摘要: 传统的道德认知建模通常被视为对固定伦理理论(如义务论、后果论、美德伦理学)的遵循,这些理论被实现为静态规则或价值函数。
We propose Bounded Morality, a formal framework for analyzing the computational demands of moral problems faced by finite agents.
我们提出了“有限道德”(Bounded Morality),这是一个用于分析有限智能体所面临道德问题之计算需求的正式框架。
Extending Herbert Simon’s notion of bounded rationality, we formalize moral situations along two orthogonal dimensions: moral breadth, the scope of entities treated as morally relevant, and moral depth, the inferential integration required to evaluate their interactions.
通过扩展赫伯特·西蒙(Herbert Simon)的“有限理性”概念,我们将道德情境形式化为两个正交维度:道德广度(moral breadth),即被视为具有道德相关性的实体范围;以及道德深度(moral depth),即评估这些实体间相互作用所需的推理整合程度。
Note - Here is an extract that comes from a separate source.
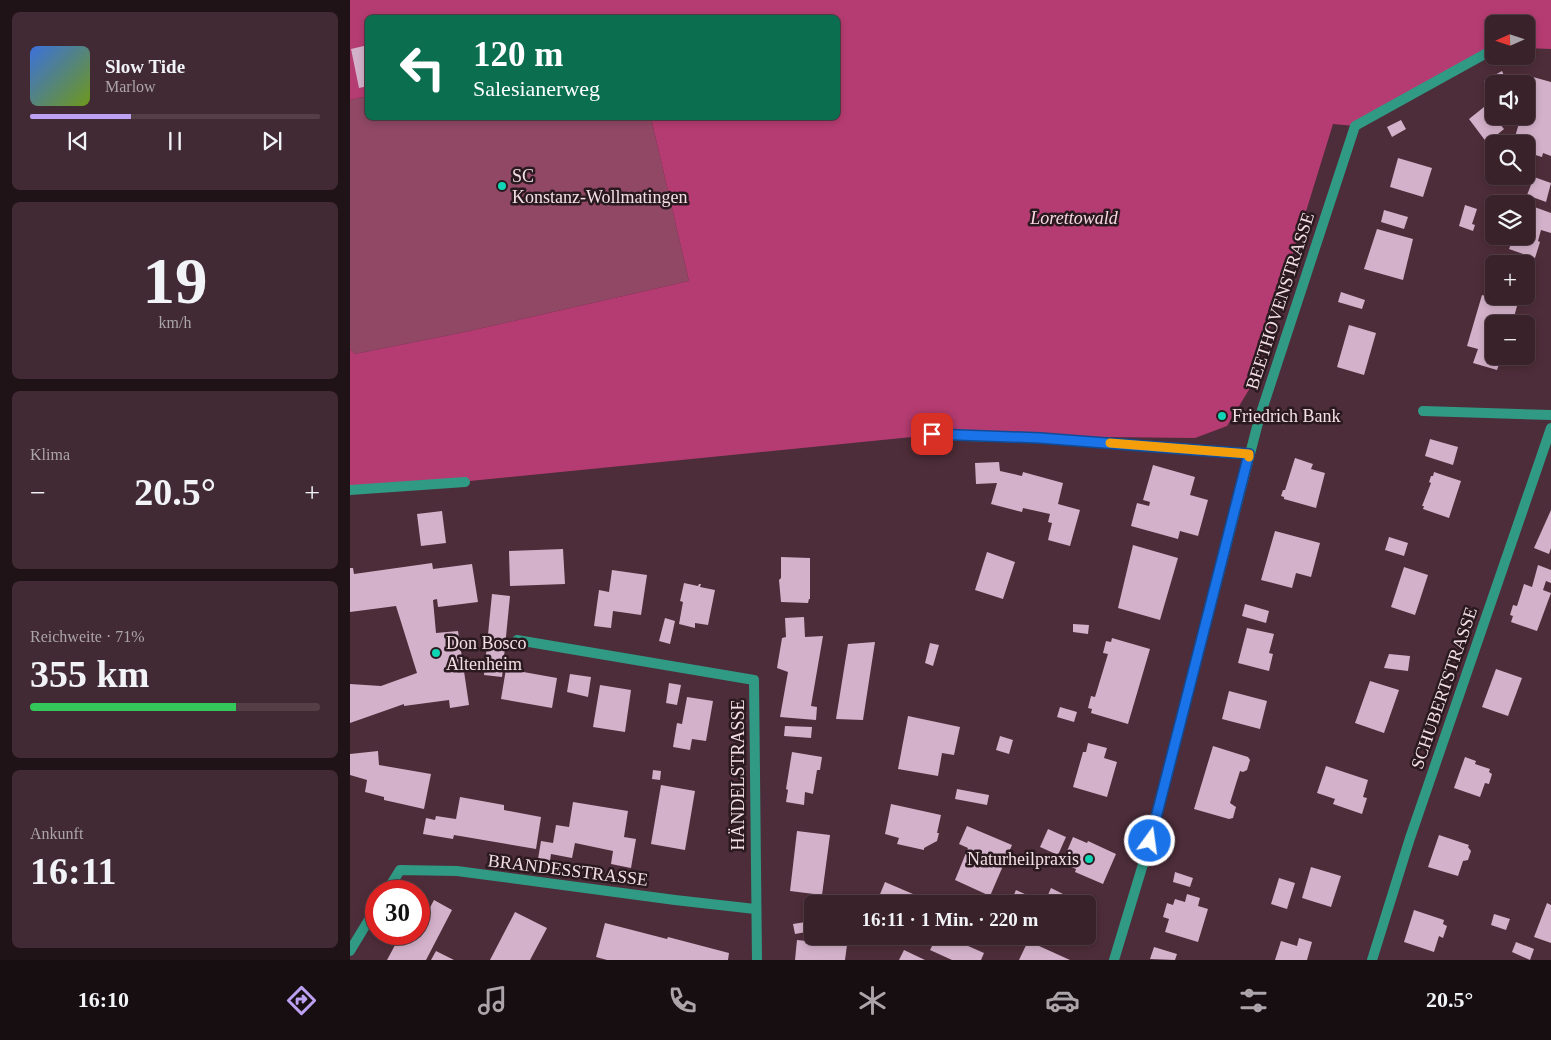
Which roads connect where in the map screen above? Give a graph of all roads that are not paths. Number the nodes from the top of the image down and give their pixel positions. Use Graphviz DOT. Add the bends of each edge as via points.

Limited resources impose an unavoidable tradeoff between these dimensions, defining a feasible space of moral computation.
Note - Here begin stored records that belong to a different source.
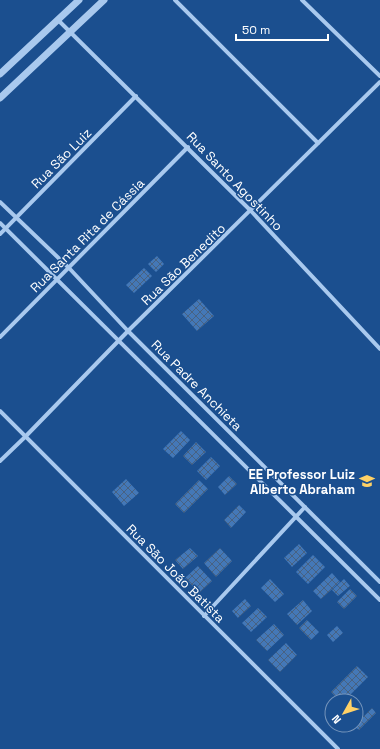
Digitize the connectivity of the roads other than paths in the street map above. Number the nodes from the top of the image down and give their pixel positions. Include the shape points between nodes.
1 (79, 0) edge
2 (104, 0) edge
3 (175, 0) edge
4 (302, 0) edge
5 (58, 20) junction
6 (70, 32) junction
7 (0, 74) edge
8 (380, 76) edge
9 (380, 82) edge
10 (136, 96) junction
11 (0, 98) edge
12 (318, 143) junction
13 (188, 147) junction
14 (0, 202) edge
15 (251, 211) junction
16 (17, 217) junction
17 (0, 223) edge
18 (6, 228) junction
19 (0, 234) edge
20 (69, 268) junction
21 (57, 280) junction
22 (128, 331) junction
23 (0, 337) edge
24 (118, 341) junction
25 (380, 349) edge
26 (0, 411) edge
27 (25, 437) junction
28 (0, 461) edge
29 (305, 508) junction
30 (297, 516) junction
31 (380, 582) edge
32 (380, 600) edge
33 (204, 616) junction
34 (338, 749) edge

1 - 5 street
2 - 6 street
3 - 12 street
4 - 8 street
5 - 6 street, Rua Santo Agostinho
5 - 7 street
6 - 10 street, Rua Santo Agostinho
6 - 11 street
9 - 12 street, Rua São Benedito
10 - 13 street, Rua Santo Agostinho
10 - 16 street, Rua São Luiz
12 - 15 street, Rua São Benedito
13 - 15 street, Rua Santo Agostinho
13 - 20 street, Rua Santa Rita de Cássia
14 - 16 street, Rua Padre Anchieta
15 - 22 street, Rua São Benedito
15 - 25 street, Rua Santo Agostinho
16 - 18 street, Rua São Luiz
16 - 20 street, Rua Padre Anchieta
17 - 18 street, Rua Padre Anchieta
18 - 19 street, Rua São Luiz
18 - 21 street, Rua Padre Anchieta
20 - 21 street, Rua Santa Rita de Cássia
20 - 22 street, Rua Padre Anchieta
21 - 23 street, Rua Santa Rita de Cássia
21 - 24 street, Rua Padre Anchieta
22 - 24 street, Rua São Benedito
22 - 29 street, Rua Padre Anchieta
24 - 27 street, Rua São Benedito
24 - 30 street, Rua Padre Anchieta
26 - 27 street, Rua São João Batista
27 - 28 street, Rua São Benedito
27 - 33 street, Rua São João Batista
29 - 30 street
29 - 31 street, Rua Padre Anchieta
30 - 32 street, Rua Padre Anchieta
30 - 33 street
33 - 34 street, Rua São João Batista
有限的资源在这两个维度之间强加了一种不可避免的权衡,从而定义了一个可行的道德计算空间。
Within this space, ethical theories correspond to locally efficient strategies adapted to different demand regimes rather than competing accounts of moral truth.
在这个空间内,各种伦理理论对应的是适应不同需求机制的局部高效策略,而非对道德真理的相互竞争的解释。
The framework yields a formal notion of moral regret and moral progress under constraint, and implies that moral alignment in artificial systems depends on the scaling and allocation of moral reasoning capacity rather than on direct imitation of human judgments.
该框架得出了约束条件下“道德遗憾”和“道德进步”的正式概念,并暗示人工智能系统的道德对齐取决于道德推理能力的扩展与分配,而非对人类判断的直接模仿。